START Source material
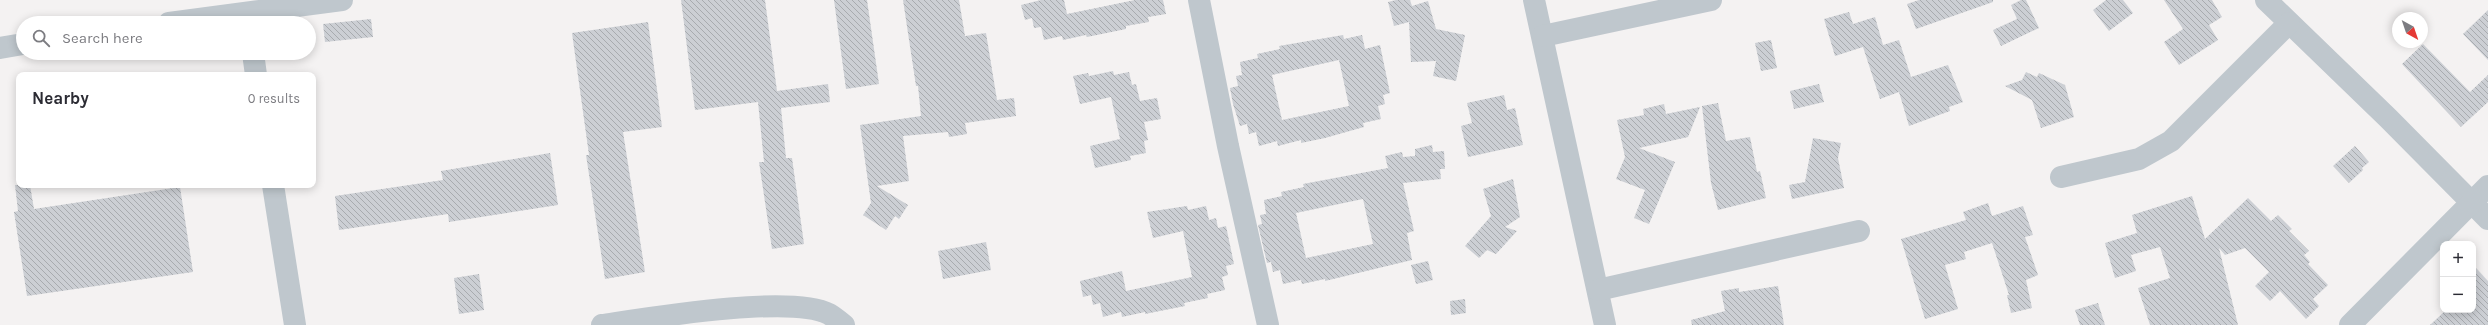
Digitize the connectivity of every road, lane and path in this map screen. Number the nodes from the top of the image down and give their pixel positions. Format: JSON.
{"nodes":[{"id":1,"x":342,"y":0,"type":"edge"},
{"id":2,"x":1200,"y":0,"type":"edge"},
{"id":3,"x":1534,"y":0,"type":"edge"},
{"id":4,"x":1711,"y":0,"type":"edge"},
{"id":5,"x":2266,"y":0,"type":"edge"},
{"id":6,"x":253,"y":16,"type":"edge"},
{"id":7,"x":2289,"y":23,"type":"junction"},
{"id":8,"x":1543,"y":36,"type":"junction"},
{"id":9,"x":16,"y":45,"type":"edge"},
{"id":10,"x":0,"y":48,"type":"edge"},
{"id":11,"x":254,"y":60,"type":"edge"},
{"id":12,"x":256,"y":72,"type":"edge"},
{"id":13,"x":2061,"y":177,"type":"dead end"},
{"id":14,"x":2488,"y":186,"type":"edge"},
{"id":15,"x":273,"y":188,"type":"edge"},
{"id":16,"x":2472,"y":203,"type":"junction"},
{"id":17,"x":2488,"y":219,"type":"edge"},
{"id":18,"x":1859,"y":231,"type":"dead end"},
{"id":19,"x":1598,"y":290,"type":"junction"},
{"id":20,"x":295,"y":325,"type":"edge"},
{"id":21,"x":602,"y":325,"type":"edge"},
{"id":22,"x":844,"y":325,"type":"edge"},
{"id":23,"x":1268,"y":325,"type":"edge"},
{"id":24,"x":1605,"y":325,"type":"edge"},
{"id":25,"x":2350,"y":325,"type":"edge"}],
"edges":[{"from":1,"to":6,"type":"street"},
{"from":2,"to":23,"type":"street"},
{"from":3,"to":8,"type":"street"},
{"from":4,"to":8,"type":"street"},
{"from":5,"to":7,"type":"street"},
{"from":7,"to":13,"type":"street"},
{"from":7,"to":16,"type":"street"},
{"from":8,"to":19,"type":"street"},
{"from":9,"to":10,"type":"street"},
{"from":11,"to":12,"type":"street"},
{"from":14,"to":16,"type":"street"},
{"from":15,"to":20,"type":"street"},
{"from":16,"to":17,"type":"street"},
{"from":16,"to":25,"type":"street"},
{"from":18,"to":19,"type":"street"},
{"from":19,"to":24,"type":"street"},
{"from":21,"to":22,"type":"street"}]}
END Source material
From the entries above, show each line that includes the string "nodes".

* [Reply to the exercise]
Digitize the connectivity of every road, lane and path in this map screen. Number the nodes from the top of the image down and give their pixel positions. Format: JSON.
{"nodes":[{"id":1,"x":342,"y":0,"type":"edge"},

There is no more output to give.